═══ GIVEN ENTRIES

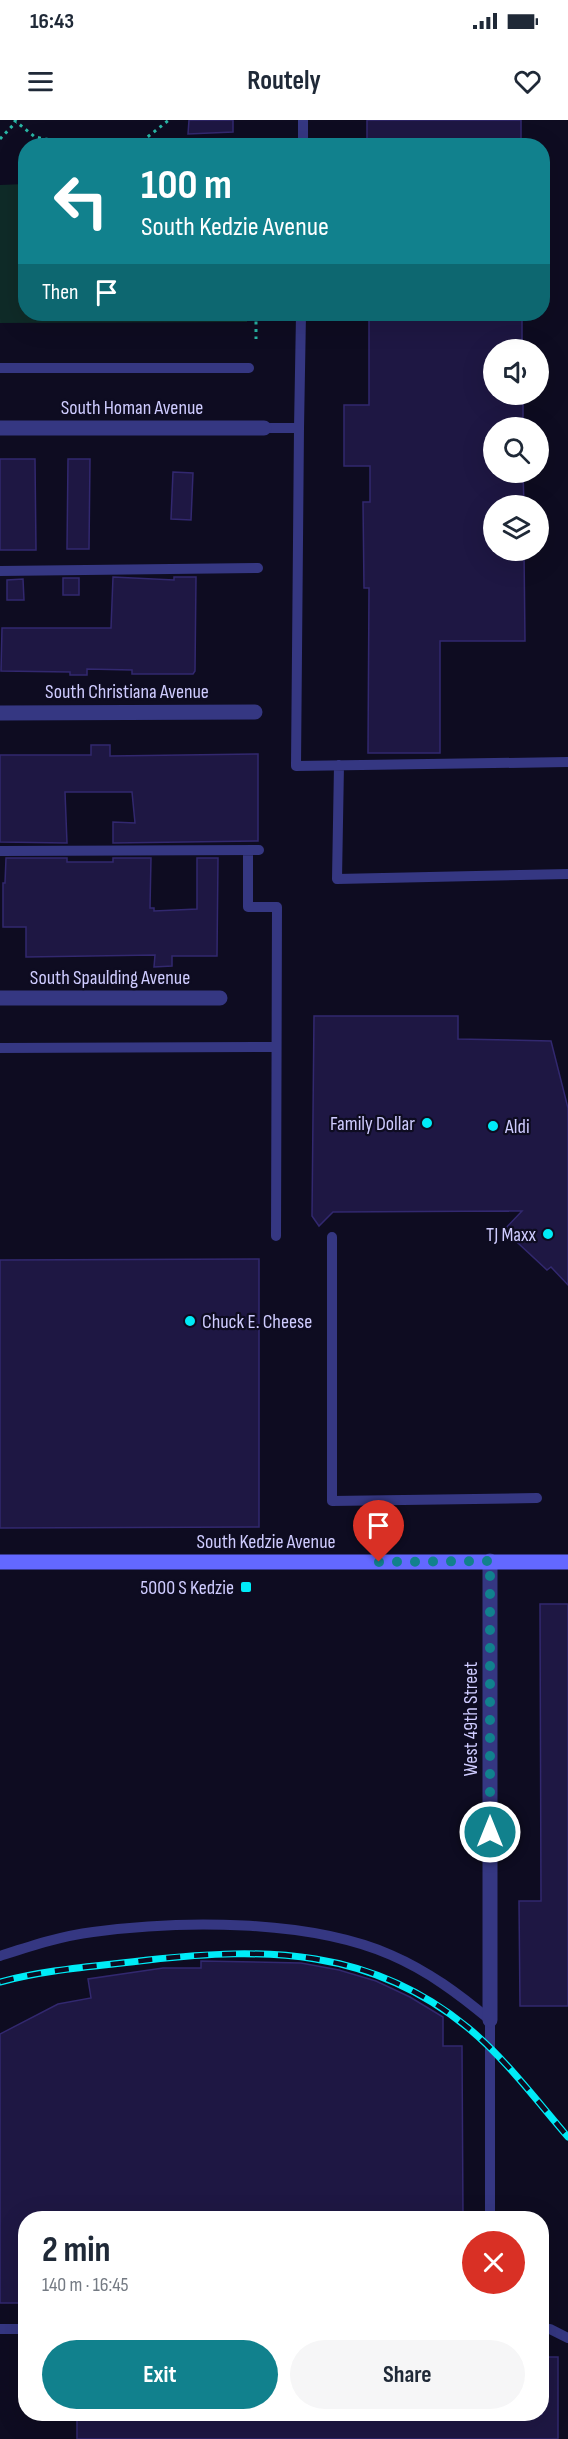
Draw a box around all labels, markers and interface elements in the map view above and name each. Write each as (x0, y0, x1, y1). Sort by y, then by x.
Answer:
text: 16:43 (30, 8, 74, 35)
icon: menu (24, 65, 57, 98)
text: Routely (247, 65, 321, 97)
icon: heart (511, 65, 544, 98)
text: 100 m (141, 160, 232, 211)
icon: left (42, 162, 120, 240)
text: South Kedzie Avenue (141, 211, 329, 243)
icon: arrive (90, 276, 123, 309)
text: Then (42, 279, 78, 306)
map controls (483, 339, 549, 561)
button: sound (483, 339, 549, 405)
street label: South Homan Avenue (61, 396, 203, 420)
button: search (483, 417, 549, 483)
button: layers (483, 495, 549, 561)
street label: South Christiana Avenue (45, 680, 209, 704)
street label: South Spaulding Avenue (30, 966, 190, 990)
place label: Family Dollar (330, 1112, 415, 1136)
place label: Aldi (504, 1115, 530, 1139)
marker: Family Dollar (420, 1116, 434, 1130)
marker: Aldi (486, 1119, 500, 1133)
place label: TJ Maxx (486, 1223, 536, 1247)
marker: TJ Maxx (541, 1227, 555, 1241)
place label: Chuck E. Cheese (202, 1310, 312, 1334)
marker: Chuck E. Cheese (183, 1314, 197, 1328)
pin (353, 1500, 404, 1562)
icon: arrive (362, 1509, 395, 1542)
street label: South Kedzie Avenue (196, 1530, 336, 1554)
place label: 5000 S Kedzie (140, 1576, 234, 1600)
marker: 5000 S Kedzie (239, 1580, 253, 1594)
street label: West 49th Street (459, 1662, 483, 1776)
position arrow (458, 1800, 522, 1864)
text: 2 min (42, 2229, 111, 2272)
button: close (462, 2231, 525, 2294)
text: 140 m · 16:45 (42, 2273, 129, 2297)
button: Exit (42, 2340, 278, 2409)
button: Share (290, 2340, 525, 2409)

══════

• ABOUT THIS EXERCISE: Wherever the word "text" appears in the entries above, copy that line.

• TASK OUTPUT:
text: 16:43 (30, 8, 74, 35)
text: Routely (247, 65, 321, 97)
text: 100 m (141, 160, 232, 211)
text: South Kedzie Avenue (141, 211, 329, 243)
text: Then (42, 279, 78, 306)
text: 2 min (42, 2229, 111, 2272)
text: 140 m · 16:45 (42, 2273, 129, 2297)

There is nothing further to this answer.